Witajcie koleżanki, słonko od rana świeci budzi mnie promieniami prosto w gały i się tak dzień przynajmniej pozytywnie zaczyna :))
W końcu mam kompana do odchudzania, fakt faktem jest to tylko mój pies ale też musi zrzucić 15 kg a to nie mało. I tak sobie kilka razy dziennie idziemy na jakiś spacerek, ale niuńka szybko się męczy więc za daleko i za szybko chodzić nie mogę żebym jej nie zajechała :/ Ona jest czasami strasznie zmierzła i niespokojna a do tego zdarza jej się to co dawno jej się nie zdarzało czyli jakaś agresja względem innych ... czyżby to z głodu hmmm
kurpinka
18 kwietnia 2013, 09:48fajne taki towarzysz:) trzymam kciuki za wasze odchudzanie, piesek nie przyzwyczajony że nie ma papu to zły, ale pomału mu przejdzie
izkaduch87
16 kwietnia 2013, 09:39myslę, ze tak.

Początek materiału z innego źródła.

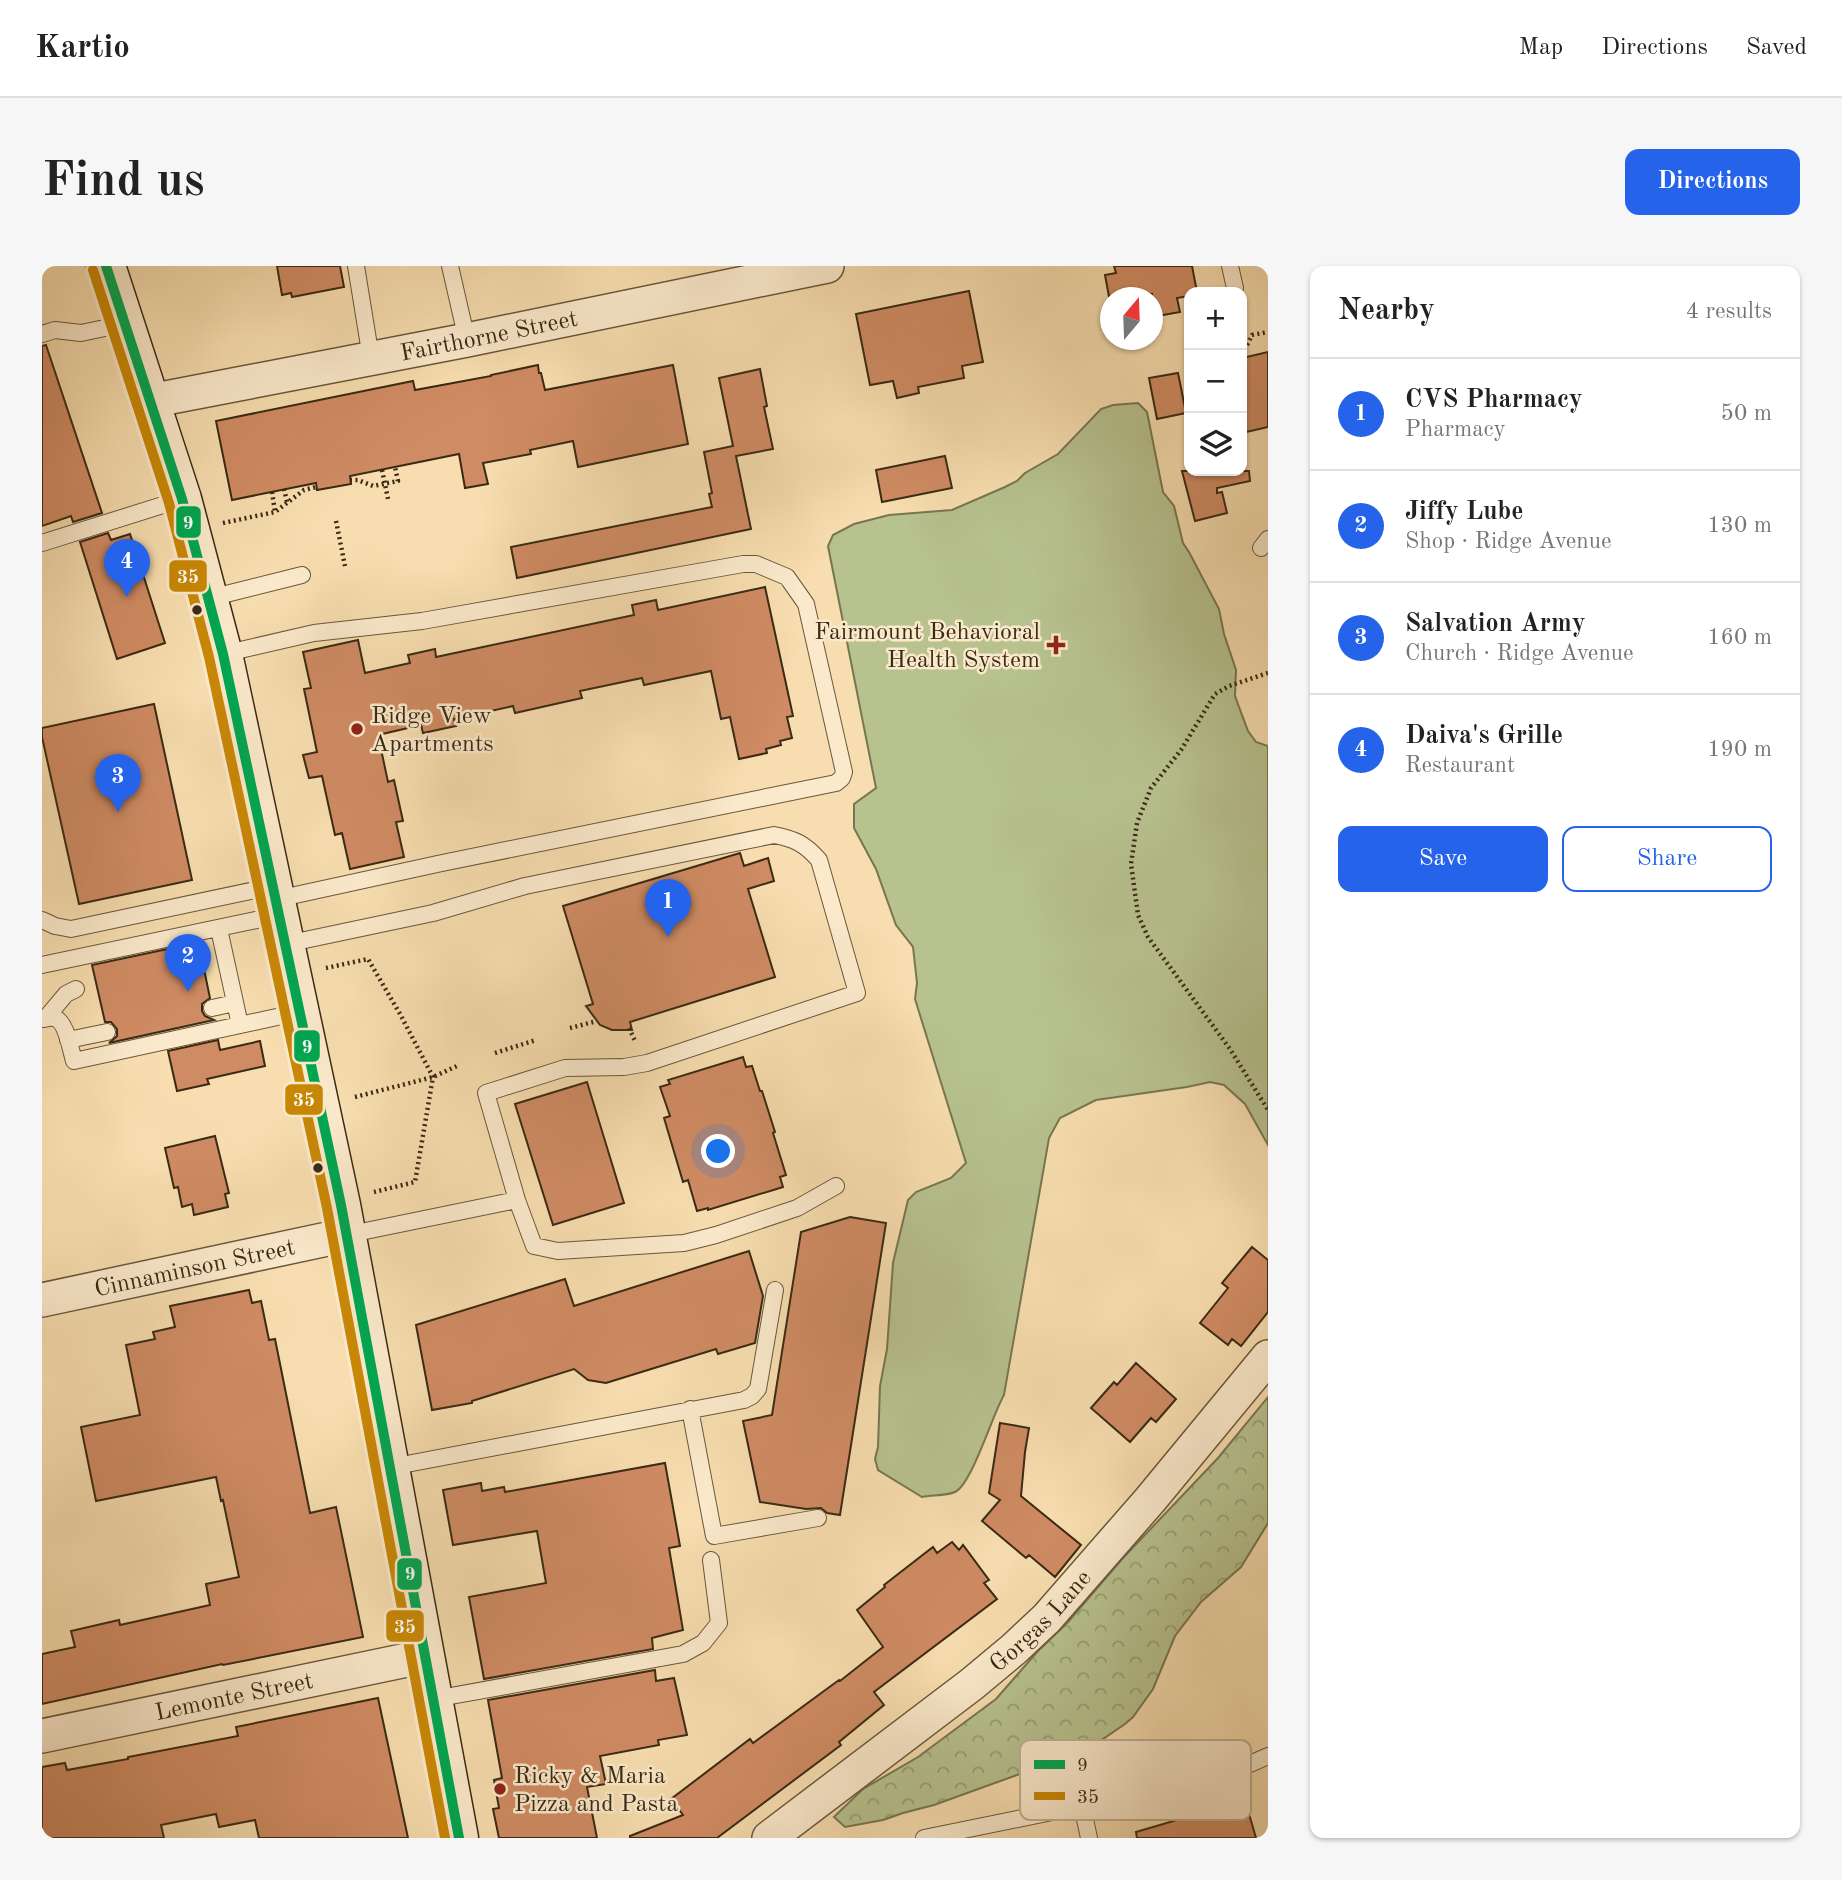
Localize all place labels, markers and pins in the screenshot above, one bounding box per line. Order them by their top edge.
pin: 4 [104,539,150,597]
unlabelled marker [190,603,204,617]
place label: Fairmount Behavioral Health System [814,621,1040,673]
marker: Fairmount Behavioral Health System [1046,635,1066,655]
place label: Ridge View Apartments [371,705,494,757]
marker: Ridge View Apartments [349,721,365,737]
pin: 3 [95,754,141,812]
pin: 1 [645,879,691,937]
pin: 2 [165,934,211,992]
unlabelled marker [311,1161,325,1175]
place label: Ricky & Maria Pizza and Pasta [514,1765,678,1817]
marker: Ricky & Maria Pizza and Pasta [492,1781,508,1797]

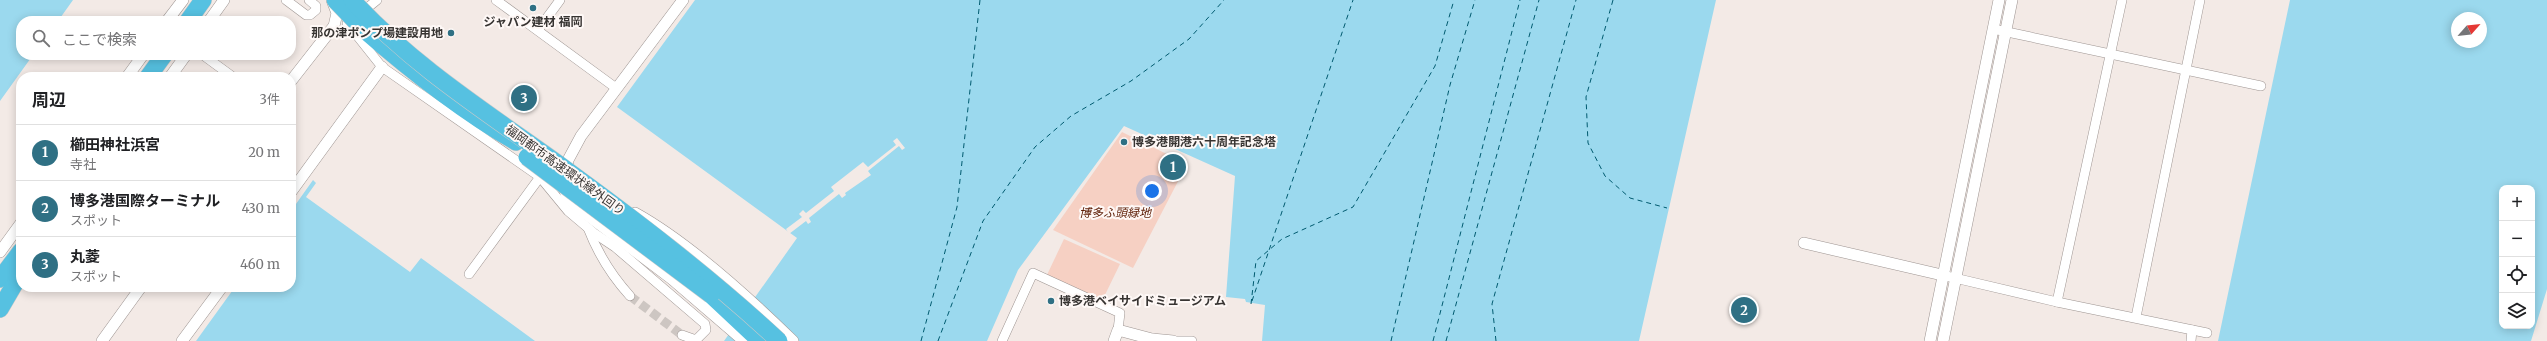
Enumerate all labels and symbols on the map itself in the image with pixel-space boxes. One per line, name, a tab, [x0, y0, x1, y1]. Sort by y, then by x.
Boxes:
marker: ジャパン建材 福岡	[528, 3, 538, 13]
north arrow	[2451, 12, 2487, 48]
place label: ジャパン建材 福岡	[484, 14, 582, 29]
place label: 那の津ポンプ場建設用地	[311, 25, 443, 40]
marker: 那の津ポンプ場建設用地	[446, 28, 456, 38]
pin: 3	[511, 83, 537, 113]
street label: 福岡都市高速環状線外回り	[503, 121, 628, 218]
place label: 博多港開港六十周年記念塔	[1132, 134, 1276, 149]
marker: 博多港開港六十周年記念塔	[1119, 137, 1129, 147]
pin: 1	[1160, 152, 1186, 182]
your location	[1142, 181, 1162, 201]
park label: 博多ふ頭緑地	[1079, 205, 1153, 220]
place label: 博多港ベイサイドミュージアム	[1059, 293, 1226, 308]
pin: 2	[1731, 295, 1757, 325]
marker: 博多港ベイサイドミュージアム	[1046, 296, 1056, 306]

My jak zmienialismy diete naszym psom bo za bardzo przytyły to były bardzo złośliwe i niegrzeczne, ale teraz wszystko sie unormowało z powrotem :):) Z psami to jak z człowiekiem, jak się mu coś zabierze, cos co sprawialo przyjemnosc np. czekolade to tez staje sie nerwowy i drażliwy :)
mala2580
16 kwietnia 2013, 09:12też miałam E, niestety coś za coś.. :o
boots.
16 kwietnia 2013, 09:10Pies to swietny kompan i odchudzania i życia :) sama mam psiaka i wiem, jak pomagają spacery szczególnie jeżeli chce się wyszczuplić uda :) Swojego zabiorę dzis na dłuuugi spacer :) Moja ma peeełno energii w sobie i nawet kiedy ja już jestem padnięta, ona dalej by szalała :) Pozdrawiam :)
ibiza1984
16 kwietnia 2013, 09:10Ależ Ci zazdroszczę takiego towarzysza :) Trzymajcie się dzielnie!